## PROBLEM TO SOLVE:
From the entries, copy every line that carries the string "wherever".

## DATA UNDER STUDY:

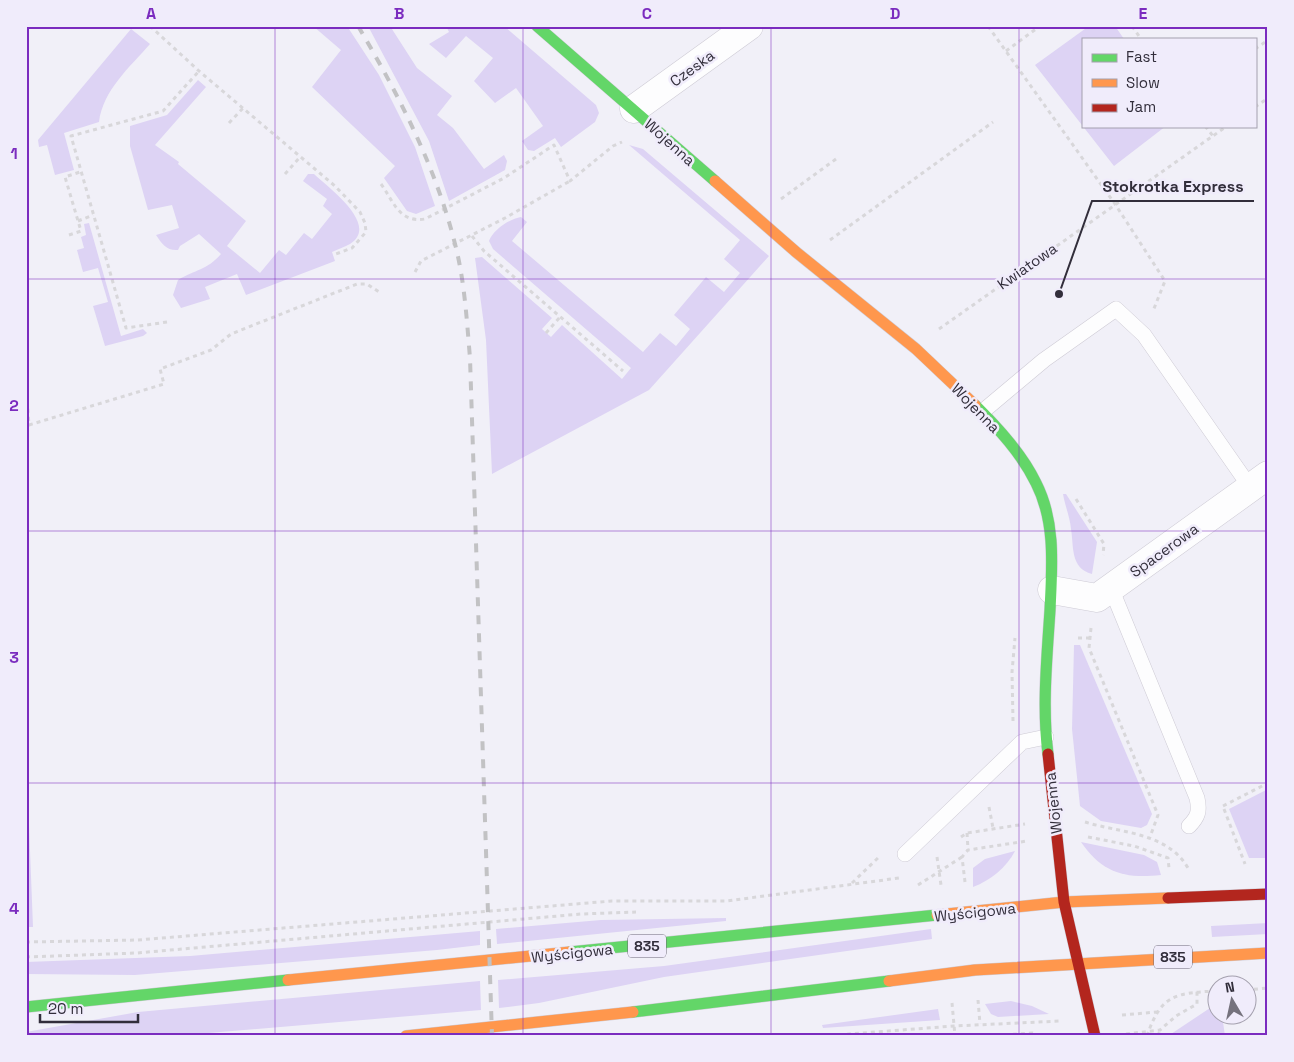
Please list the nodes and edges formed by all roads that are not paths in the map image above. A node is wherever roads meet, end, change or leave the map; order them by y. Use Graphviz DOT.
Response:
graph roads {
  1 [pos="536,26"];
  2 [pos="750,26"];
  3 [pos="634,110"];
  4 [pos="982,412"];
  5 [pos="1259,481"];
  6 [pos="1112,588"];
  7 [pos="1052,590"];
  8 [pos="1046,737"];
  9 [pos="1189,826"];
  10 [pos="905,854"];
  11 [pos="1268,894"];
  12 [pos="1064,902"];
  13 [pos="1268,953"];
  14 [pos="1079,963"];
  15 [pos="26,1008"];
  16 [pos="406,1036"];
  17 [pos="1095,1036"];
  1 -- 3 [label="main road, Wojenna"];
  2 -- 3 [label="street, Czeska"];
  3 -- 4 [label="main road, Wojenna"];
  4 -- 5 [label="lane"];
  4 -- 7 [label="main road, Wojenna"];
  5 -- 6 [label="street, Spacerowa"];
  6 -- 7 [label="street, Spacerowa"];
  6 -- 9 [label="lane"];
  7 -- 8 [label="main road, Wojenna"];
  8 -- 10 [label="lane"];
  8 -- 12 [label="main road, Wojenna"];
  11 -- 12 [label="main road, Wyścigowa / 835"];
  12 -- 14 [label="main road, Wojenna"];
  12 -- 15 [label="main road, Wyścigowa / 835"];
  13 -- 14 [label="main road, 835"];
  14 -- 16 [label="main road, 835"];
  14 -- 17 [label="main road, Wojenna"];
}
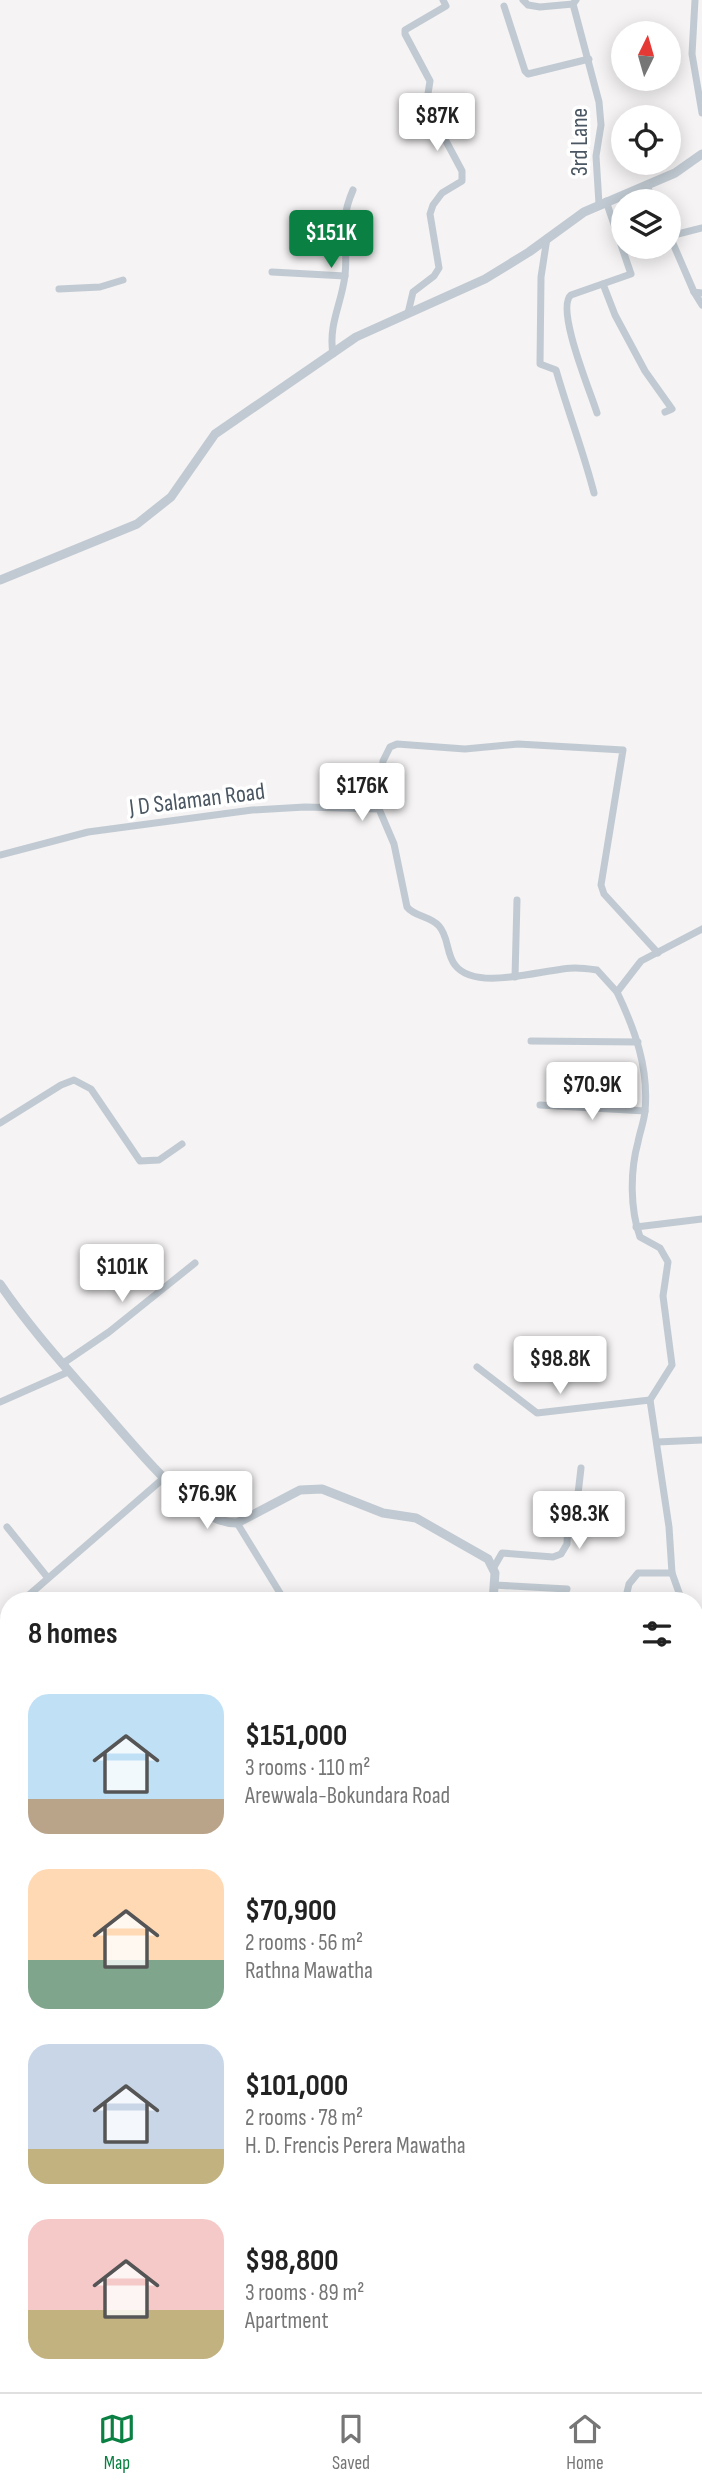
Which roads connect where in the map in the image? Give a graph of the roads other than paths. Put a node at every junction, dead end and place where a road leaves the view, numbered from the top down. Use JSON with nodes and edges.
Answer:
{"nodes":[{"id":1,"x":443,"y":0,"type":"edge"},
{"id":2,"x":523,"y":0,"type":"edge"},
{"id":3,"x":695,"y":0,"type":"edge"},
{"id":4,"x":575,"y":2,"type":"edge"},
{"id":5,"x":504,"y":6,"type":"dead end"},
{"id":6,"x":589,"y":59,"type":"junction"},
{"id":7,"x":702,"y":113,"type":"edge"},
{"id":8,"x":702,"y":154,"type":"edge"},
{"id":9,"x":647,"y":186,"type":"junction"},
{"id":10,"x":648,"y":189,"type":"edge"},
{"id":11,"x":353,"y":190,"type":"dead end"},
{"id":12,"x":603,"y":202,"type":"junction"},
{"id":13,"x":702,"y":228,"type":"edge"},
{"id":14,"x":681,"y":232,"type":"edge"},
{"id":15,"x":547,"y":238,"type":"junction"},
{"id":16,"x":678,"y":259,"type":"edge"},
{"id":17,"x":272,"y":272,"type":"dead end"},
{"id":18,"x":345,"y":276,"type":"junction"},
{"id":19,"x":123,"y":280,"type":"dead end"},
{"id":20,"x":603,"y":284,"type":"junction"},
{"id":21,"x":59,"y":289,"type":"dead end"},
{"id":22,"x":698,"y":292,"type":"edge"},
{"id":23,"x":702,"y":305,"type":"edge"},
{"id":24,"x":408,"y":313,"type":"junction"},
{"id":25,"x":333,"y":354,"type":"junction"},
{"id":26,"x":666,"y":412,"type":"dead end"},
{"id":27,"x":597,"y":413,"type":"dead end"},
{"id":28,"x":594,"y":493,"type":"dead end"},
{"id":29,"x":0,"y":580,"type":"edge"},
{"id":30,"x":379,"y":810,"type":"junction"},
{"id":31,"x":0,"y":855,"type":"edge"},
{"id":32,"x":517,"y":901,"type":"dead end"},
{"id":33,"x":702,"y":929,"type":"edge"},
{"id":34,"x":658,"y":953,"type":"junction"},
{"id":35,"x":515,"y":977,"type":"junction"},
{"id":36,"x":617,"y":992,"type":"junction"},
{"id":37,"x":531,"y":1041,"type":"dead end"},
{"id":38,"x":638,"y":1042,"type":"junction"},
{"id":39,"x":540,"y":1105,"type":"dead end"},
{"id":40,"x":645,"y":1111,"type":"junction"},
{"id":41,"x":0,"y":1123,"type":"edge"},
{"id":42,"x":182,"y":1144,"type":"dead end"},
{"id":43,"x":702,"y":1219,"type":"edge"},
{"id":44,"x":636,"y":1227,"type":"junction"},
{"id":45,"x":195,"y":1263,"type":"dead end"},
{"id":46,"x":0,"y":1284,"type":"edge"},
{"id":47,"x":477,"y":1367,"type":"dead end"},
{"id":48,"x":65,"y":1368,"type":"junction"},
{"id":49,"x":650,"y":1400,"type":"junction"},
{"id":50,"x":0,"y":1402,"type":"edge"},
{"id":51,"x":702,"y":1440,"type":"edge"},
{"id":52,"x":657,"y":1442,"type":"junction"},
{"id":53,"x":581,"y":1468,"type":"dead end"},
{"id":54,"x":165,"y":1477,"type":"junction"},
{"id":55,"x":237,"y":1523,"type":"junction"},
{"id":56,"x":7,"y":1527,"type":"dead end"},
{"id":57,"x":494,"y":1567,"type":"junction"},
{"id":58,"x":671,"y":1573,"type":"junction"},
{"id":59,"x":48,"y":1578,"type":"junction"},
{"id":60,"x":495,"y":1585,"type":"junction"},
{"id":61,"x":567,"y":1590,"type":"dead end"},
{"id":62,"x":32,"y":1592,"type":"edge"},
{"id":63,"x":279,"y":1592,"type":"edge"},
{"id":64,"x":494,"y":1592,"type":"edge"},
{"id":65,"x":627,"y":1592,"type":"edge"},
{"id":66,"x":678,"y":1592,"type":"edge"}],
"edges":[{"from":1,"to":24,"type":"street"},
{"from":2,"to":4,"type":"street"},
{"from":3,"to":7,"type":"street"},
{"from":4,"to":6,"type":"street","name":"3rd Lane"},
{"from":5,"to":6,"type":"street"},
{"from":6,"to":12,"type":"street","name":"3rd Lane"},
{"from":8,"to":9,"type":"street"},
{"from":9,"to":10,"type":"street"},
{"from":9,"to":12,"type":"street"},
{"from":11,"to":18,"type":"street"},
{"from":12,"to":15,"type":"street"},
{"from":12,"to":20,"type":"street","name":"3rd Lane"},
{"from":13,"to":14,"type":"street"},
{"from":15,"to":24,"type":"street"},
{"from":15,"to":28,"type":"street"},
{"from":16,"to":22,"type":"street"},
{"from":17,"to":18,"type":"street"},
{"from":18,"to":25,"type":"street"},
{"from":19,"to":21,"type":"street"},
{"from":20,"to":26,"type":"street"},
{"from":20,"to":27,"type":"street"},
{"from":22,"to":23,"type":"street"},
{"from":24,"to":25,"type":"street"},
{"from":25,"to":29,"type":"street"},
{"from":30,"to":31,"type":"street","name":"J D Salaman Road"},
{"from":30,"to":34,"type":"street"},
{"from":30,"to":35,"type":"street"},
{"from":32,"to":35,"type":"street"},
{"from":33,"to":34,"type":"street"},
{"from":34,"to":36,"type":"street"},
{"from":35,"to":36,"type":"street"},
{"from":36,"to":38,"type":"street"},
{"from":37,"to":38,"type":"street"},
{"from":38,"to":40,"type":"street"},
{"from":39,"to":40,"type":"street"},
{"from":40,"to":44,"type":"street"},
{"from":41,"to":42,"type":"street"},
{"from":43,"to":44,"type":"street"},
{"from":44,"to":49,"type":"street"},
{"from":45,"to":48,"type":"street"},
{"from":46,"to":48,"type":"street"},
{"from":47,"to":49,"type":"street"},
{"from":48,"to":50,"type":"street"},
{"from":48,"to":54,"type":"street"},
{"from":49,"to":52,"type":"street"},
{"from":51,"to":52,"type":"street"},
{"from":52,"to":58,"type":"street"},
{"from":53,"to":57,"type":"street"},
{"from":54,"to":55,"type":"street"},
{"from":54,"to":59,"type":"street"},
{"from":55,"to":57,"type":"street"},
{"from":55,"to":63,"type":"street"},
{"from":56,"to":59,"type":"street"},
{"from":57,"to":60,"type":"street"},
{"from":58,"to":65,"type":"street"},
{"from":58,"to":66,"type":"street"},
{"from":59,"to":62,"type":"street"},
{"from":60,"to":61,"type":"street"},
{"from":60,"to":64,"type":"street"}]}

==

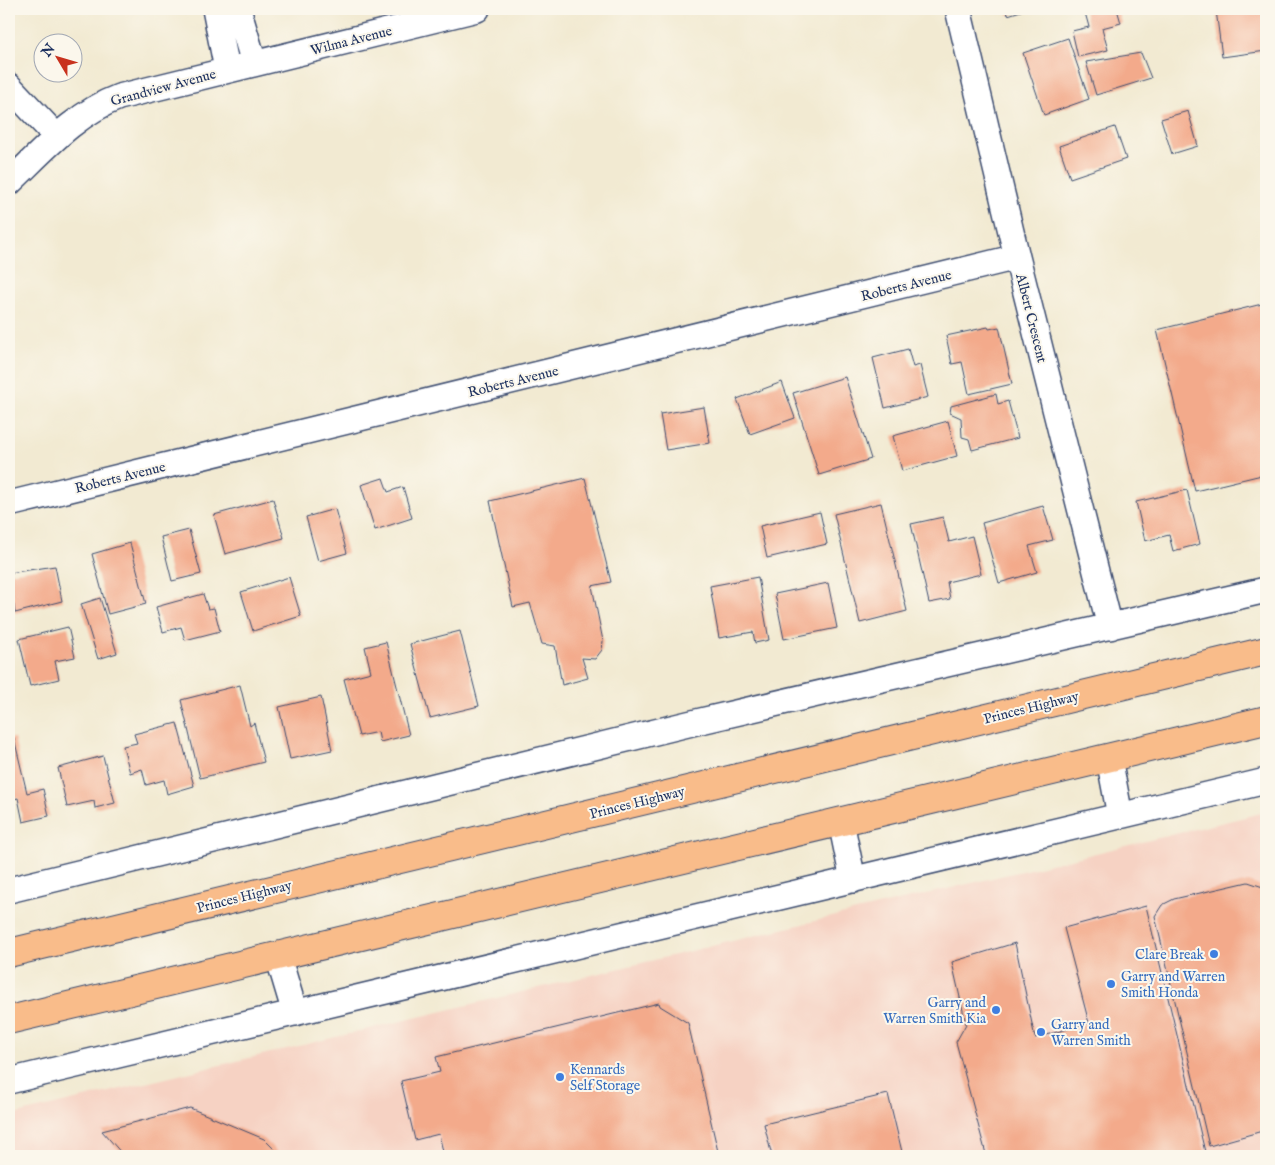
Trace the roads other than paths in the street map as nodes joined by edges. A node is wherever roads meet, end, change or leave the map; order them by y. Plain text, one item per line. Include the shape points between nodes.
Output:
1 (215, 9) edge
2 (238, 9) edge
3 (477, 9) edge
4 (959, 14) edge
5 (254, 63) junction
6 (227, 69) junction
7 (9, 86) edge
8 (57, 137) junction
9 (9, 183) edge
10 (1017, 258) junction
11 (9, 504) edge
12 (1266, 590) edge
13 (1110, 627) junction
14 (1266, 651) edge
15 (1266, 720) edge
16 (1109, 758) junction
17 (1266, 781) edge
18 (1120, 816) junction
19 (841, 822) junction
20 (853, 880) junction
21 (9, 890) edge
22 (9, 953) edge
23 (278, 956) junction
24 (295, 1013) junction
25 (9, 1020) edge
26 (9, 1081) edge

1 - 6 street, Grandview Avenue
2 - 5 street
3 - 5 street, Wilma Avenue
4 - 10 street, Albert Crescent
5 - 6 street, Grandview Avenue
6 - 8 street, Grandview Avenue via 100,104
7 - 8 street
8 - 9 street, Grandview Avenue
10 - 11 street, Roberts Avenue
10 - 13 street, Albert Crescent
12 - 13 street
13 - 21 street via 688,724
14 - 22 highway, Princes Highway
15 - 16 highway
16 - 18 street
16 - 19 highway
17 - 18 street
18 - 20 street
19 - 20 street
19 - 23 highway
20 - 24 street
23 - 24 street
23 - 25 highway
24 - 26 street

## REPLY TO THE TASK:
Please list the nodes and edges formed by all roads that are not paths in the map image above. A node is wherever roads meet, end, change or leave the map; order them by y. Use Graphviz DOT.
Trace the roads other than paths in the street map as nodes joined by edges. A node is wherever roads meet, end, change or leave the map; order them by y. Plain text, one item per line. Include the shape points between nodes.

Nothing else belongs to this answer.